A keynote region at the OpenSimulator Community Conference. (Image courtesy Justin Clark-Casey.) [4]
A keynote region at the OpenSimulator Community Conference. (Image courtesy Justin Clark-Casey.)

In this series of blog posts, I’m going to talk about the technical, organizational and human sides of the conference, as well as some thoughts about virtual conferences in general. I’m quite well placed to this as I was both the co-chair of the conference and a major part of the technical effort to provide a stable and high performance OpenSimulator installation.

First up is the technical side. I hope this will be of both general interest and useful to anybody who is thinking of hosting a similar event in the future. So please feel free to ask any technical questions in the comments.

The Hardware

In this particular post I’m going to talk about the hardware that we used in the conference. All 23 regions were hosted on a single 24-core Intel Xeon X5650 machine with 64G or RAM. This machine was hosted on a high-bandwidth low-latency network (not a home network).

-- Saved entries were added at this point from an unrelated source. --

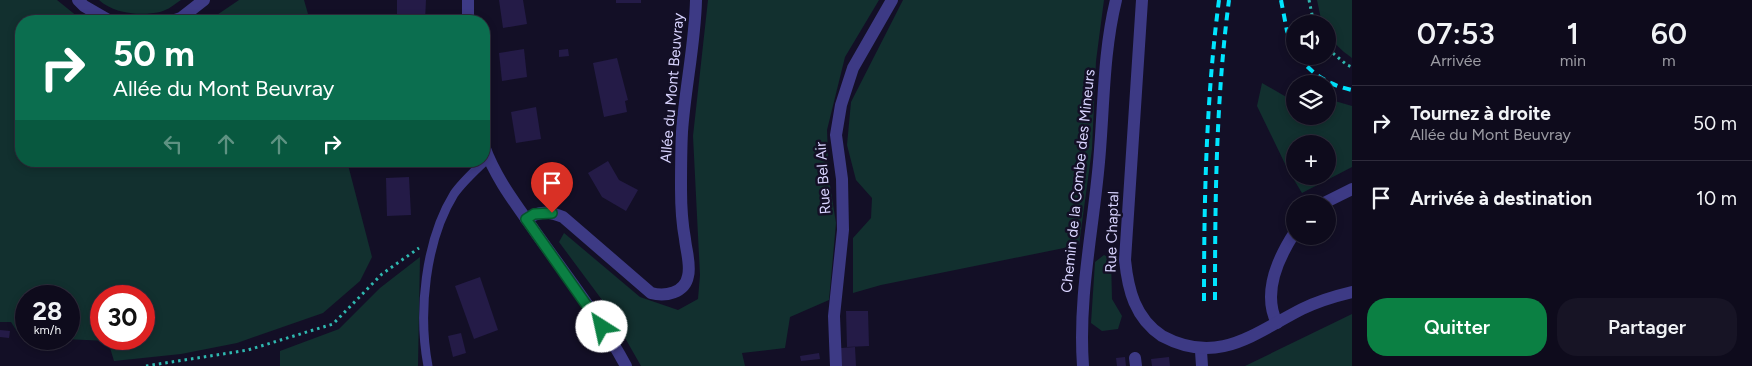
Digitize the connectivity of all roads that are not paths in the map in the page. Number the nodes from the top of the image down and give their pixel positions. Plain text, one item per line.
1 (78, 0) edge
2 (204, 0) edge
3 (468, 0) edge
4 (696, 0) edge
5 (892, 0) edge
6 (1116, 0) edge
7 (1142, 0) edge
8 (100, 15) edge
9 (185, 15) edge
10 (468, 15) edge
11 (490, 160) edge
12 (475, 167) edge
13 (1352, 189) edge
14 (1336, 197) edge
15 (526, 219) junction
16 (1286, 245) edge
17 (1352, 292) edge
18 (1277, 323) junction
19 (1200, 351) junction
20 (428, 366) edge
21 (626, 366) edge
22 (836, 366) edge
23 (1083, 366) edge
24 (1202, 366) edge

1 - 8 street
2 - 9 street
3 - 10 street
4 - 15 street, Allée du Mont Beuvray
5 - 22 street, Rue Bel Air
6 - 23 street, Chemin de la Combe des Mineurs
7 - 19 street, Rue Chaptal
11 - 15 street
12 - 20 lane
13 - 14 street
15 - 21 street
16 - 18 street
17 - 18 street, Rue Chaptal
18 - 19 street, Rue Chaptal
19 - 24 street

There’s an approximate rule of thumb [5] which says that a machine running OpenSimulator should have one CPU core per region simulated. However, final performance in the conference was very good – it’s likely that we could have managed with considerably fewer cores. It’s very difficult to determine in exact ratio, however, without extremely time-consuming performance testing. It’s also heavily dependent on the number of objects in regions, number and complexity of scripts, number of avatars in the region, etc.

We can say that we had more memory than required. Maximum memory use during the conference was approximately 16G, about 700M per region. This was with a separate OpenSimulator instance per region – hosting multiple regions in a single instance would use less memory, though the difference may not be very large. So a good safe rule of thumb is to allocate 1G per region. Each region was hosted in its own simulator to provide fault isolation between regions — if the Mono runtime failed in one simulator it would only bring down that region.

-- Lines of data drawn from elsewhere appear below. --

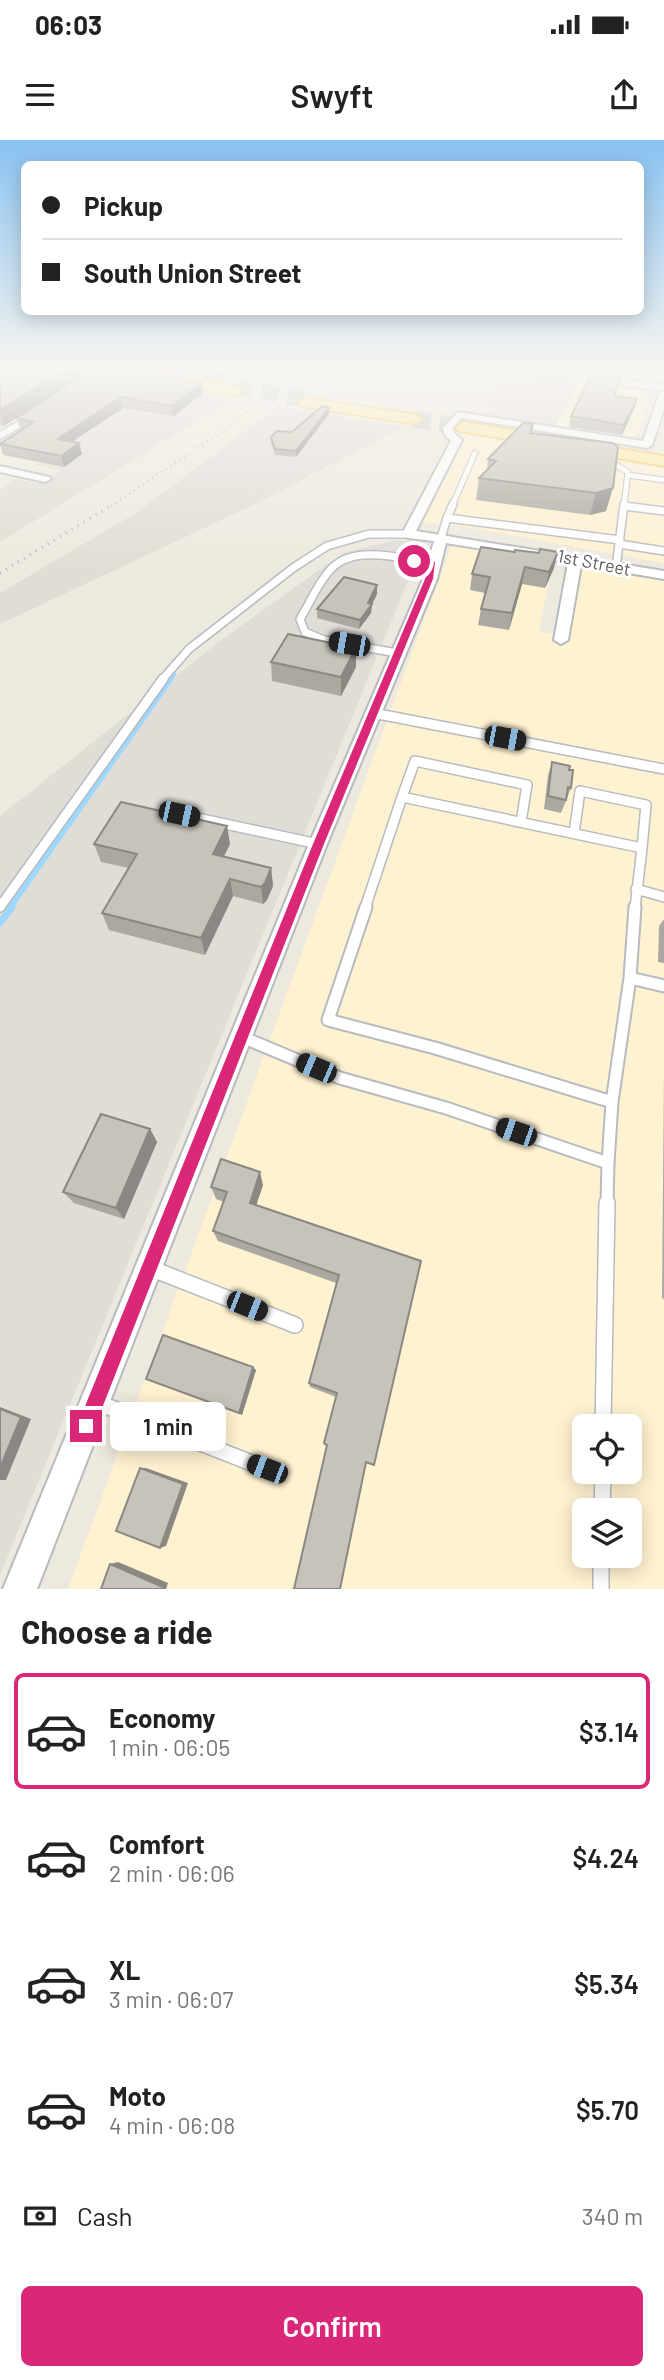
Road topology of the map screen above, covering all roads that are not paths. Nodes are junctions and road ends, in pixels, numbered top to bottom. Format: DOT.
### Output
graph roads {
  1 [pos="454,438"];
  2 [pos="534,438"];
  3 [pos="562,438"];
  4 [pos="601,438"];
  5 [pos="649,438"];
  6 [pos="475,453"];
  7 [pos="664,454"];
  8 [pos="583,456"];
  9 [pos="664,461"];
  10 [pos="0,470"];
  11 [pos="628,475"];
  12 [pos="45,479"];
  13 [pos="664,480"];
  14 [pos="624,506"];
  15 [pos="664,511"];
  16 [pos="447,517"];
  17 [pos="408,534"];
  18 [pos="441,538"];
  19 [pos="619,542"];
  20 [pos="664,551"];
  21 [pos="575,560"];
  22 [pos="433,563"];
  23 [pos="616,568"];
  24 [pos="664,575"];
  25 [pos="561,640"];
  26 [pos="397,653"];
  27 [pos="373,713"];
  28 [pos="664,769"];
  29 [pos="402,797"];
  30 [pos="179,814"];
  31 [pos="521,821"];
  32 [pos="574,833"];
  33 [pos="318,844"];
  34 [pos="642,848"];
  35 [pos="636,889"];
  36 [pos="664,897"];
  37 [pos="0,907"];
  38 [pos="630,978"];
  39 [pos="664,986"];
  40 [pos="242,1037"];
  41 [pos="612,1102"];
  42 [pos="608,1163"];
  43 [pos="150,1268"];
  44 [pos="295,1325"];
  45 [pos="96,1402"];
  46 [pos="603,1414"];
  47 [pos="267,1469"];
  48 [pos="601,1568"];
  49 [pos="20,1589"];
  50 [pos="601,1589"];
  1 -- 17 [label="street"];
  2 -- 9 [label="main road"];
  3 -- 7 [label="main road"];
  4 -- 5 [label="street"];
  6 -- 16 [label="lane"];
  8 -- 11 [label="lane"];
  10 -- 12 [label="street"];
  11 -- 13 [label="lane"];
  11 -- 14 [label="lane"];
  14 -- 15 [label="lane"];
  14 -- 19 [label="lane"];
  16 -- 18 [label="lane"];
  16 -- 19 [label="lane"];
  17 -- 18 [label="street, 1st Street"];
  17 -- 37 [label="lane"];
  18 -- 21 [label="street, 1st Street"];
  18 -- 22 [label="street"];
  19 -- 20 [label="lane"];
  19 -- 23 [label="lane"];
  21 -- 23 [label="street, 1st Street"];
  21 -- 25 [label="street"];
  22 -- 26 [label="street"];
  22 -- 26 [label="lane"];
  23 -- 24 [label="street, 1st Street"];
  26 -- 27 [label="street"];
  27 -- 28 [label="lane"];
  27 -- 33 [label="street"];
  29 -- 31 [label="lane"];
  29 -- 31 [label="lane"];
  29 -- 41 [label="lane"];
  30 -- 33 [label="lane"];
  31 -- 32 [label="lane"];
  32 -- 34 [label="lane"];
  32 -- 34 [label="lane"];
  33 -- 40 [label="street"];
  34 -- 35 [label="lane"];
  35 -- 36 [label="lane"];
  35 -- 38 [label="lane"];
  38 -- 39 [label="lane"];
  38 -- 41 [label="lane"];
  40 -- 42 [label="lane"];
  40 -- 43 [label="street"];
  41 -- 42 [label="lane"];
  42 -- 46 [label="lane"];
  43 -- 44 [label="lane"];
  43 -- 45 [label="street"];
  45 -- 47 [label="lane"];
  45 -- 49 [label="street"];
  48 -- 50 [label="lane"];
}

In terms of network capacity, we were never going to have any issues. From analysing network data, we can say that an approximately rule of thumb is to have 500 kbit download from the server available for each connected avatar and 50 kbit upload. More details on the OpenSimulator wiki [6].

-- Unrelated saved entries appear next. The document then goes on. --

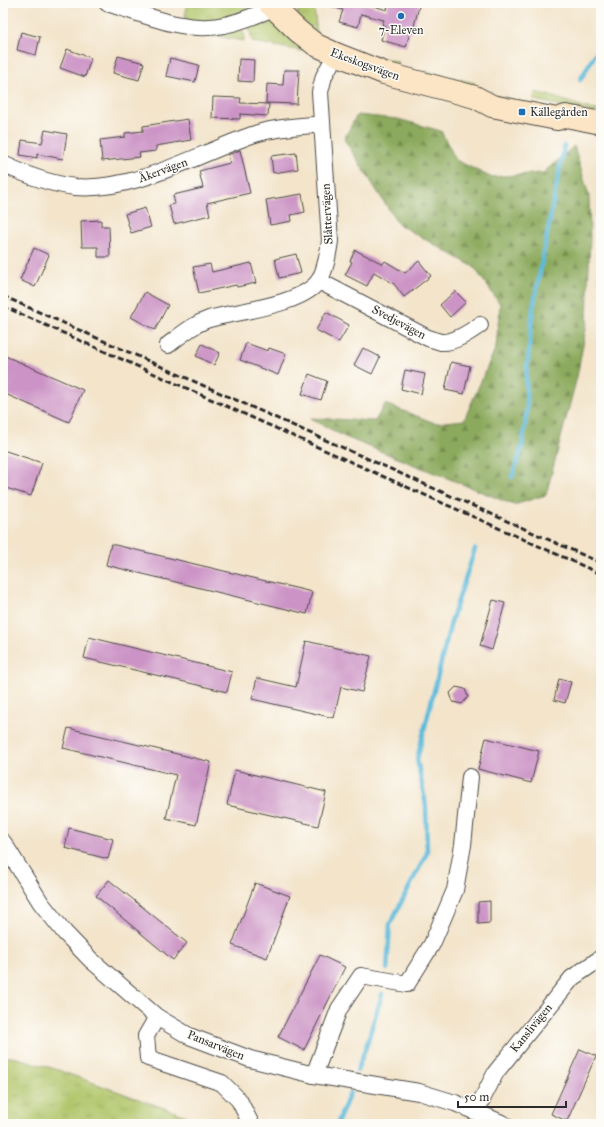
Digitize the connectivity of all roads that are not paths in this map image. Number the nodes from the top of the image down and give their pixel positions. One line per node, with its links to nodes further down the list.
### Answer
1 (108, 3): 2 (street)
2 (272, 6): 3 (street, Ekeskogsvägen)
3 (336, 54): 4 (street, Ekeskogsvägen); 5 (street, Slåttervägen)
4 (601, 123)
5 (322, 124): 6 (street, Åkervägen); 7 (street, Slåttervägen)
6 (3, 164)
7 (319, 281): 8 (street, Svedjevägen); 9 (street)
8 (480, 325)
9 (168, 345)
10 (470, 777): 14 (street)
11 (3, 842): 13 (street, Pansarvägen)
12 (601, 958): 15 (street, Kanslivägen)
13 (157, 1017): 14 (street, Pansarvägen); 16 (street)
14 (314, 1075): 15 (street, Pansarvägen)
15 (476, 1111): 17 (street, Pansarvägen)
16 (251, 1124)
17 (504, 1124)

Using a single machine for the conference was convenient for administration purposes. It also eliminated one potential source of teleport issues, as communication between source and destination simulator was internal to a single machine. However, it also made the conference vulnerable to a failure in that single machine. To counter this, one can either have a duplicate machine available with a copy of the entire conference installation (as we did) or spread the regions and grid services out amongst multiple machines to reduce the consequence of failure in any single machine (though one is still vulnerable to a database server failure).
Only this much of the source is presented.